• _Records shown_

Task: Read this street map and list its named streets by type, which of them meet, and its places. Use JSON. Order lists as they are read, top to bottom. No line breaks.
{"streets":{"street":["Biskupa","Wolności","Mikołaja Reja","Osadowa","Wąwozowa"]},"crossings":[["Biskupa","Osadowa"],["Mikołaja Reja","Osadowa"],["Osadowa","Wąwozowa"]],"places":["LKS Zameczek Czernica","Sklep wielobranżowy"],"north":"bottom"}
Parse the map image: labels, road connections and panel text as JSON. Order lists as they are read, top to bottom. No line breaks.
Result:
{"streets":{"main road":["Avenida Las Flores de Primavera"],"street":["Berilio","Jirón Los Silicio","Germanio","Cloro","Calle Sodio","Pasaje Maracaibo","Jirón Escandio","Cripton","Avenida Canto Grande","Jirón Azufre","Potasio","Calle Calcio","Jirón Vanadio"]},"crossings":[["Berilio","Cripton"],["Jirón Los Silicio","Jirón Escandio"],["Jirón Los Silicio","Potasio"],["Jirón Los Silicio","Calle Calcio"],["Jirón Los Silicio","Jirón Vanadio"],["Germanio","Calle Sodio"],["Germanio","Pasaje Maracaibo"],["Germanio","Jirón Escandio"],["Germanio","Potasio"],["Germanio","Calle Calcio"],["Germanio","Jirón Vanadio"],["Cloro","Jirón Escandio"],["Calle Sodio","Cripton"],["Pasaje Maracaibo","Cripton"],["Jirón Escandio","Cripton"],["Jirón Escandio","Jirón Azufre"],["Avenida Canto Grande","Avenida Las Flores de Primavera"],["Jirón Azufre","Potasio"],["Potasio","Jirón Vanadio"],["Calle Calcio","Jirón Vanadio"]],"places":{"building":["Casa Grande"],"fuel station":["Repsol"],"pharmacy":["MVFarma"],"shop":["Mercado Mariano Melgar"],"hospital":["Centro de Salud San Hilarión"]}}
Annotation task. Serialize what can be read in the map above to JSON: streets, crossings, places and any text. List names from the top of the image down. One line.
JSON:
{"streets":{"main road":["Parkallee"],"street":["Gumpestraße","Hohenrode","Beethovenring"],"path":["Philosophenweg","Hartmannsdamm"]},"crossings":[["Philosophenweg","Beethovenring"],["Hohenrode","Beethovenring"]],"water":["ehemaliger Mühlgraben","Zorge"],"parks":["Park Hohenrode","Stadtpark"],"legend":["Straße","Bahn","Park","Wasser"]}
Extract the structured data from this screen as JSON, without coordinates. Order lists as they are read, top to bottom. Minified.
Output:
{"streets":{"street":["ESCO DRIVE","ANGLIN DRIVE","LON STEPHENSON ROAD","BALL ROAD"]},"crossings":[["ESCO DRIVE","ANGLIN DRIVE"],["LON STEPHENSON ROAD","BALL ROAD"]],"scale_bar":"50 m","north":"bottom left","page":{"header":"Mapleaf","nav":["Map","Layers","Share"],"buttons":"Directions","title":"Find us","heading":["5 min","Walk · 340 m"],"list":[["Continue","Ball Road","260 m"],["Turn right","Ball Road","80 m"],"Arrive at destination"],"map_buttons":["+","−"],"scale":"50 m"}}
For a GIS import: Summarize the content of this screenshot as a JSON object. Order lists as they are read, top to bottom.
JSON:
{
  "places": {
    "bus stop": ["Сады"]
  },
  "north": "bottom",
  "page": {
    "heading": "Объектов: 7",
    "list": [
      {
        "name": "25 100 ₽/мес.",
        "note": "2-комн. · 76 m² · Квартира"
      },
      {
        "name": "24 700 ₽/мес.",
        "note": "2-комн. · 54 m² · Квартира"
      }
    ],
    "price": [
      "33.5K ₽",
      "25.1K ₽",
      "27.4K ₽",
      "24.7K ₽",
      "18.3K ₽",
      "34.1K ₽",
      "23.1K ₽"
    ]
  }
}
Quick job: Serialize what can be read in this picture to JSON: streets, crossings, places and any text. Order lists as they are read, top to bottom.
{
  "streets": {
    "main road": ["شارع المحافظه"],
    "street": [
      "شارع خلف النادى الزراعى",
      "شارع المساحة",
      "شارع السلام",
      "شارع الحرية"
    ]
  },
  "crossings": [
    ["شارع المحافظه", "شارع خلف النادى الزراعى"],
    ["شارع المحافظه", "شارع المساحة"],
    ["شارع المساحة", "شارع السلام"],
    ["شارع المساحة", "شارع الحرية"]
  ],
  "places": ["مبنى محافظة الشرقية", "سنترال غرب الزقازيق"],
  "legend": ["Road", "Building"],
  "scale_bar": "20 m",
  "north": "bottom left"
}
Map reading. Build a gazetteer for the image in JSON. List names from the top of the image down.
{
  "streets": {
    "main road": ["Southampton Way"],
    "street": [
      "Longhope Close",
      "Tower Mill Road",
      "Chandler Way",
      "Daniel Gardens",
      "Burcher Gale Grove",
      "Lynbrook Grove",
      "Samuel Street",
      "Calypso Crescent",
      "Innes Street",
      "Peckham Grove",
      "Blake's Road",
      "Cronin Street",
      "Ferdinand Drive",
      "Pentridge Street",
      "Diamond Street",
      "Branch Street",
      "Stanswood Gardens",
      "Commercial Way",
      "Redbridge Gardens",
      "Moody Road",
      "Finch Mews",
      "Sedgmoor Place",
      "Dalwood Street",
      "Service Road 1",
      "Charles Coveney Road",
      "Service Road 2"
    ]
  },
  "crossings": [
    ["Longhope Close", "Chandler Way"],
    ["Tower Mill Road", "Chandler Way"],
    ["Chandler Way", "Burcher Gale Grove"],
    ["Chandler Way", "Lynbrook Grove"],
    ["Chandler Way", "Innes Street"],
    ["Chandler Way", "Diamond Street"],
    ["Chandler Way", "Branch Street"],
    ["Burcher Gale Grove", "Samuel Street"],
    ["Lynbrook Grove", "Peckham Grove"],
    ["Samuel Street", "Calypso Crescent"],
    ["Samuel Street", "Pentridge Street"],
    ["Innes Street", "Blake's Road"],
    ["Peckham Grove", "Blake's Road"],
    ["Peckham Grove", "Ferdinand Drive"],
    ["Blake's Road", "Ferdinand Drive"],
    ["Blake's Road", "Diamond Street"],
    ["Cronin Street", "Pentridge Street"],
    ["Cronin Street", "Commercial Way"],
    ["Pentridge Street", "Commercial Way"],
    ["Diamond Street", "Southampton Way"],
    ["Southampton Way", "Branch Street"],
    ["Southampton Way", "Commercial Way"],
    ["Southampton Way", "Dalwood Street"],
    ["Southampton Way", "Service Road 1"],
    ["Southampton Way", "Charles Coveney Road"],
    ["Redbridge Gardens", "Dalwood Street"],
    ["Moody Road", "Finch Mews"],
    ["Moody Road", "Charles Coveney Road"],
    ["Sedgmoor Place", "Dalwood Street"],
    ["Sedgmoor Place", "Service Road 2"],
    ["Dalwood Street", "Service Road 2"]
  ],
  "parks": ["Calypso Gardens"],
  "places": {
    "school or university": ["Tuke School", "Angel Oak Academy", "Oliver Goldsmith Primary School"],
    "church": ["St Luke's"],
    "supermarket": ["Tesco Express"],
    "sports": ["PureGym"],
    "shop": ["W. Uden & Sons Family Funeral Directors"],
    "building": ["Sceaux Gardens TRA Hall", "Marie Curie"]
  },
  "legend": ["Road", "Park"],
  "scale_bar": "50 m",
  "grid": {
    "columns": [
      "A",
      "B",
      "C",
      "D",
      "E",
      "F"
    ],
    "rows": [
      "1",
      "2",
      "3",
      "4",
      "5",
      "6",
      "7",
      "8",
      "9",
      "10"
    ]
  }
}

• _What you should do_
Reproduce word for word the material above, starting with the line that has "Parse the map" and stopping after the line that has "Annotation task. Serialize".

• _Expected answer_
Parse the map image: labels, road connections and panel text as JSON. Order lists as they are read, top to bottom. No line breaks.
Result:
{"streets":{"main road":["Avenida Las Flores de Primavera"],"street":["Berilio","Jirón Los Silicio","Germanio","Cloro","Calle Sodio","Pasaje Maracaibo","Jirón Escandio","Cripton","Avenida Canto Grande","Jirón Azufre","Potasio","Calle Calcio","Jirón Vanadio"]},"crossings":[["Berilio","Cripton"],["Jirón Los Silicio","Jirón Escandio"],["Jirón Los Silicio","Potasio"],["Jirón Los Silicio","Calle Calcio"],["Jirón Los Silicio","Jirón Vanadio"],["Germanio","Calle Sodio"],["Germanio","Pasaje Maracaibo"],["Germanio","Jirón Escandio"],["Germanio","Potasio"],["Germanio","Calle Calcio"],["Germanio","Jirón Vanadio"],["Cloro","Jirón Escandio"],["Calle Sodio","Cripton"],["Pasaje Maracaibo","Cripton"],["Jirón Escandio","Cripton"],["Jirón Escandio","Jirón Azufre"],["Avenida Canto Grande","Avenida Las Flores de Primavera"],["Jirón Azufre","Potasio"],["Potasio","Jirón Vanadio"],["Calle Calcio","Jirón Vanadio"]],"places":{"building":["Casa Grande"],"fuel station":["Repsol"],"pharmacy":["MVFarma"],"shop":["Mercado Mariano Melgar"],"hospital":["Centro de Salud San Hilarión"]}}
Annotation task. Serialize what can be read in the map above to JSON: streets, crossings, places and any text. List names from the top of the image down. One line.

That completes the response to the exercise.